A word-for-word repetition of the records beneath this task is the expected answer.
▶
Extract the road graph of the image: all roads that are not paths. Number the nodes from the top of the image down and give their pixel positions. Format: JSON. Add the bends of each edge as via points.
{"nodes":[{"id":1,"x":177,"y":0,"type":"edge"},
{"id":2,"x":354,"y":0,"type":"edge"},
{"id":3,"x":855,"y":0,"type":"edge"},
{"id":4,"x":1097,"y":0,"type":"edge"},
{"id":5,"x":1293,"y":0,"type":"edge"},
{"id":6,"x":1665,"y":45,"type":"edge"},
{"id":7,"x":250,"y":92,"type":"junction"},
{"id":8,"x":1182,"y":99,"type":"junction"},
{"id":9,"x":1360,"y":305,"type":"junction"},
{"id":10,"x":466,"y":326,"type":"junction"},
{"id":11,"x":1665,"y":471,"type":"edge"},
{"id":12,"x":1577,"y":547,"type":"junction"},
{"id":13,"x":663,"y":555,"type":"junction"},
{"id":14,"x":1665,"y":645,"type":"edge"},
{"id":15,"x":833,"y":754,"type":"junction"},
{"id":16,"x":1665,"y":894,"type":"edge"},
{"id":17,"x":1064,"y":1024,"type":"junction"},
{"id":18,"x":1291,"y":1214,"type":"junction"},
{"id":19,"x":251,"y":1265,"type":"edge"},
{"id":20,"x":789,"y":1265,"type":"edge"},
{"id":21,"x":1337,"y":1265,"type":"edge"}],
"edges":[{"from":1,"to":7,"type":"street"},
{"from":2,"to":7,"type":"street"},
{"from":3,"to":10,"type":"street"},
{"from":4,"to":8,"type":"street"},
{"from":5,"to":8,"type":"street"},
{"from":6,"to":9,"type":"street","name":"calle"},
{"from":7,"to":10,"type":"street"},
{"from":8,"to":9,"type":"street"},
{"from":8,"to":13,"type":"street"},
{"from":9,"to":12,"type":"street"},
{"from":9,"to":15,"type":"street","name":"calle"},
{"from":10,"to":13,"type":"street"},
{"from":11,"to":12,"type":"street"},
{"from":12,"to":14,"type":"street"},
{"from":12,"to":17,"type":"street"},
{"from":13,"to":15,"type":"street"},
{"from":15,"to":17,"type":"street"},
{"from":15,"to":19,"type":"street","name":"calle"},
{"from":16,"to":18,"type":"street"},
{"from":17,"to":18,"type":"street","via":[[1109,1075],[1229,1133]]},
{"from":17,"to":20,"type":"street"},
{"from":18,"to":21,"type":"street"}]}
◀
Task result
Extract the road graph of the image: all roads that are not paths. Number the nodes from the top of the image down and give their pixel positions. Format: JSON. Add the bends of each edge as via points.
{"nodes":[{"id":1,"x":177,"y":0,"type":"edge"},
{"id":2,"x":354,"y":0,"type":"edge"},
{"id":3,"x":855,"y":0,"type":"edge"},
{"id":4,"x":1097,"y":0,"type":"edge"},
{"id":5,"x":1293,"y":0,"type":"edge"},
{"id":6,"x":1665,"y":45,"type":"edge"},
{"id":7,"x":250,"y":92,"type":"junction"},
{"id":8,"x":1182,"y":99,"type":"junction"},
{"id":9,"x":1360,"y":305,"type":"junction"},
{"id":10,"x":466,"y":326,"type":"junction"},
{"id":11,"x":1665,"y":471,"type":"edge"},
{"id":12,"x":1577,"y":547,"type":"junction"},
{"id":13,"x":663,"y":555,"type":"junction"},
{"id":14,"x":1665,"y":645,"type":"edge"},
{"id":15,"x":833,"y":754,"type":"junction"},
{"id":16,"x":1665,"y":894,"type":"edge"},
{"id":17,"x":1064,"y":1024,"type":"junction"},
{"id":18,"x":1291,"y":1214,"type":"junction"},
{"id":19,"x":251,"y":1265,"type":"edge"},
{"id":20,"x":789,"y":1265,"type":"edge"},
{"id":21,"x":1337,"y":1265,"type":"edge"}],
"edges":[{"from":1,"to":7,"type":"street"},
{"from":2,"to":7,"type":"street"},
{"from":3,"to":10,"type":"street"},
{"from":4,"to":8,"type":"street"},
{"from":5,"to":8,"type":"street"},
{"from":6,"to":9,"type":"street","name":"calle"},
{"from":7,"to":10,"type":"street"},
{"from":8,"to":9,"type":"street"},
{"from":8,"to":13,"type":"street"},
{"from":9,"to":12,"type":"street"},
{"from":9,"to":15,"type":"street","name":"calle"},
{"from":10,"to":13,"type":"street"},
{"from":11,"to":12,"type":"street"},
{"from":12,"to":14,"type":"street"},
{"from":12,"to":17,"type":"street"},
{"from":13,"to":15,"type":"street"},
{"from":15,"to":17,"type":"street"},
{"from":15,"to":19,"type":"street","name":"calle"},
{"from":16,"to":18,"type":"street"},
{"from":17,"to":18,"type":"street","via":[[1109,1075],[1229,1133]]},
{"from":17,"to":20,"type":"street"},
{"from":18,"to":21,"type":"street"}]}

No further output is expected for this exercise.